Weekend Reading – $37 billion gone, 20 Americans own more wealth than 50%, Christmas giveaways

Geez, where does the time go?  A busy week at work, a bathroom renovation going on at home (now on week #3), Christmas planning; the fun never ends.  Hopefully our renovation will be complete and we can get our Christmas décor up around the house next week.  I have no idea when we’ll get Christmas cards out this year…maybe only a few going out…

Enough about that, surely you’re busy with your lives as well – hope your holiday preparation plans are coming along with family and friends.

Earlier this week I launched yet another giveaway on my site – make sure you enter to win a book written by our current Federal Finance Minister here.  I also shared our passive income earned year to date, we’re 39% towards our retirement goal here.

Ontarians have paid $37 billion more than market price for electricity.  I knew Hydro One was a mess but this is nuts.

These 20 super rich Americans have more wealth than 50% of the U.S. population; more than 152 million other people.

How To Save Money has a huge cash giveaway on the go.

Pretty cool site stats year to date:

Weekend Reading

I disagree with this portfolio recommendation for a 30-something with hopefully decades of investing years ahead, why 30% bonds without any mention of their risk profile or other assets?  I think if the financial planner truly believed “it’s important to think about future earnings rather than short-run volatility…” then the 30-something would have more equities.

Vanguard has been accused of $35 billion in tax fraud.

Roadmap2Retire posted some healthy passive income.

This profile in the Globe was interesting.  We have Sara and Sam in their late-50s with over $2 million in assets and a home equity line of credit around $50,000.  They want to retire soon.  Unfortunately they think it’s a good idea (while working, making a good income) to be withdrawing from their RRSPs to pay down their line of credit debt instead of killing the debt outright in the first place.  This isn’t the first time I’ve read this and I often wonder how many people are doing this…
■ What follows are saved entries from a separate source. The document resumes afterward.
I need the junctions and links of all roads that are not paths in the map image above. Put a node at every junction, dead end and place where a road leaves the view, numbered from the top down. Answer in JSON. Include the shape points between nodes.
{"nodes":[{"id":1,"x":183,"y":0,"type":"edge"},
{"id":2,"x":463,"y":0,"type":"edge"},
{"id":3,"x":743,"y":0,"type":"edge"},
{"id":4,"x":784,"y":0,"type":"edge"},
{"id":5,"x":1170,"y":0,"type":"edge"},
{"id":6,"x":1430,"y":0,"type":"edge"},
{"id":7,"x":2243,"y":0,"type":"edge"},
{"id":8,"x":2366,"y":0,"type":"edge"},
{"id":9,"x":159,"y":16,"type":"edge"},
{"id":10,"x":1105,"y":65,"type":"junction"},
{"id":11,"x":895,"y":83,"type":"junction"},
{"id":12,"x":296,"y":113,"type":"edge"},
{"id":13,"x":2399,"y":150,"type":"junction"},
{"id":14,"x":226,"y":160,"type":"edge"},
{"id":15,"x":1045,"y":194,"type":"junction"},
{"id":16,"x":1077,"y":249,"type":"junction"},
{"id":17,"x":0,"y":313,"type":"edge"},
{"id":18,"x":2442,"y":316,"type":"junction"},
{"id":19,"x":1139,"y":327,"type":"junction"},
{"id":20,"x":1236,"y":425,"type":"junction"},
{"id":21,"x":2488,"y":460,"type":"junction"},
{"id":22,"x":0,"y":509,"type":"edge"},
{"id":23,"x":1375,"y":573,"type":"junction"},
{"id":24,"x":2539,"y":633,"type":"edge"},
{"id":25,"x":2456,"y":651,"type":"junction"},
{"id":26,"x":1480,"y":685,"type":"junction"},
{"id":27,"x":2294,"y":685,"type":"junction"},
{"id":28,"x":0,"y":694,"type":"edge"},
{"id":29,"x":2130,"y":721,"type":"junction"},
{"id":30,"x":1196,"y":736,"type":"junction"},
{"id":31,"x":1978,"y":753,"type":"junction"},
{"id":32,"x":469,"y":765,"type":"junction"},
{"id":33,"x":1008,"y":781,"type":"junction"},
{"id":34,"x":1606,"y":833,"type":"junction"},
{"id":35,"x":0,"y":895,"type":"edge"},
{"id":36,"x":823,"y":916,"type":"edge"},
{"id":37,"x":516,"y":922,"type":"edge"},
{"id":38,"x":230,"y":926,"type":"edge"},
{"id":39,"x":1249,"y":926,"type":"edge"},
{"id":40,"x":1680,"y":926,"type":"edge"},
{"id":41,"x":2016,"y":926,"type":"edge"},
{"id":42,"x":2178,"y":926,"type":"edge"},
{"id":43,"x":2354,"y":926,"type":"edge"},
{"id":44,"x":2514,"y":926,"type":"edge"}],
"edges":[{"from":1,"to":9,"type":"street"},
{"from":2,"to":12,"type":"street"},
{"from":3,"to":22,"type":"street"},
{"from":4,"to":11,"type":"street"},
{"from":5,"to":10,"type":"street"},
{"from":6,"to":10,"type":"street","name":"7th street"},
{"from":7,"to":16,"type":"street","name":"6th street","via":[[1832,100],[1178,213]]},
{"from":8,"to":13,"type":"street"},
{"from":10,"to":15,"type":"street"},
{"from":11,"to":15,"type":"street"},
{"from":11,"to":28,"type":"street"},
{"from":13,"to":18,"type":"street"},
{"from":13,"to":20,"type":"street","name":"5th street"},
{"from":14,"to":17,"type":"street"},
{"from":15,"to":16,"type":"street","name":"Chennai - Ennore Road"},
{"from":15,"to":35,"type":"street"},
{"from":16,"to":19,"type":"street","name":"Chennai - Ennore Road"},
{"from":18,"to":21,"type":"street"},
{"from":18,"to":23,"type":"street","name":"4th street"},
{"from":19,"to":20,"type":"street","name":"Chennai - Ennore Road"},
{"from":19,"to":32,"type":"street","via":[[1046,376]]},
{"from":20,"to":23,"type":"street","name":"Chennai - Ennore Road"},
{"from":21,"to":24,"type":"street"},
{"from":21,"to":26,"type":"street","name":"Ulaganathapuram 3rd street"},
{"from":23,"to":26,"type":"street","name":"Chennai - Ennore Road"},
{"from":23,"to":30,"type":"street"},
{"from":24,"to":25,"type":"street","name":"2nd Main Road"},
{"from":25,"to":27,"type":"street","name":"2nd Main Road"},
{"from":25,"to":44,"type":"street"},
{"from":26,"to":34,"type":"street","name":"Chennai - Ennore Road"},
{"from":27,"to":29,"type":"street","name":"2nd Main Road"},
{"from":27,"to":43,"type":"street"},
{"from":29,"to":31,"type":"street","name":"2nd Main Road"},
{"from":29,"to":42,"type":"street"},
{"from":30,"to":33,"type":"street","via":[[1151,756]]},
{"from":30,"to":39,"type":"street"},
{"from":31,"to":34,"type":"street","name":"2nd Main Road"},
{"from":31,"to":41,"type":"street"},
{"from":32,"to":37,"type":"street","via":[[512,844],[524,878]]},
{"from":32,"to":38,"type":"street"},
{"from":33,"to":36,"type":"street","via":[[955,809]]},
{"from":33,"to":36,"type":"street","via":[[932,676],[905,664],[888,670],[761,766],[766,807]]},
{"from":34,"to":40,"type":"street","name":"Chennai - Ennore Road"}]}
Michael James on Money decided long ago he doesn’t need incentives to shop.

Boomer & Echo told us Canadians investing in pricy mutual funds are paying for market underperformance.

I liked Million Dollar Journey’s year-end tax tips.

Credit Canada highlighted debt problems with a couple who makes $400,000.

Last but not least, in case you didn’t know, the TFSA contribution limit for 2016 has been reduced from $10,000 to $5,500 per adult.  “Federal Finance Minister Bill Morneau confirmed Monday that the contribution limit on the tax-free savings account will drop back to $5,500 from $10,000 effective Jan. 1, 2016, but that the limit for 2015 will remain untouched. Mr. Morneau also announced that contributions will be indexed to inflation as of next year.”  If my wife and I are lucky enough to max out our TFSAs in 2016 any extra money will go on our mortgage.  Do you think that’s a good plan?

My name is Mark Seed - the founder, editor and owner of My Own Advisor. As my own DIY financial advisor, I'm looking to start semi-retirement soon, sooner than most. Find out how, what I did, and what you can learn to tailor your own financial independence path. Join the newsletter read by thousands each day, always FREE.

22 Responses to "Weekend Reading – $37 billion gone, 20 Americans own more wealth than 50%, Christmas giveaways"

  1. @HydroOne; it’s reminds me about Hydro QC here, the same kind of vultures which put yearly increase that kills people’s wallets…

    @G&M Profile; their profiles are as funny (in a financial way) as the ones on the Financial Post

    @TFSA; you know already what I think about it 🙂 But hey, business as usual with our puppets (whoever they are) @ gov

    Have a great weekend

    1. Vultures…good description 🙂

      I like the G&M profiles but the thing is, investors don’t know what they don’t know. I’m not an expert on this stuff but getting better.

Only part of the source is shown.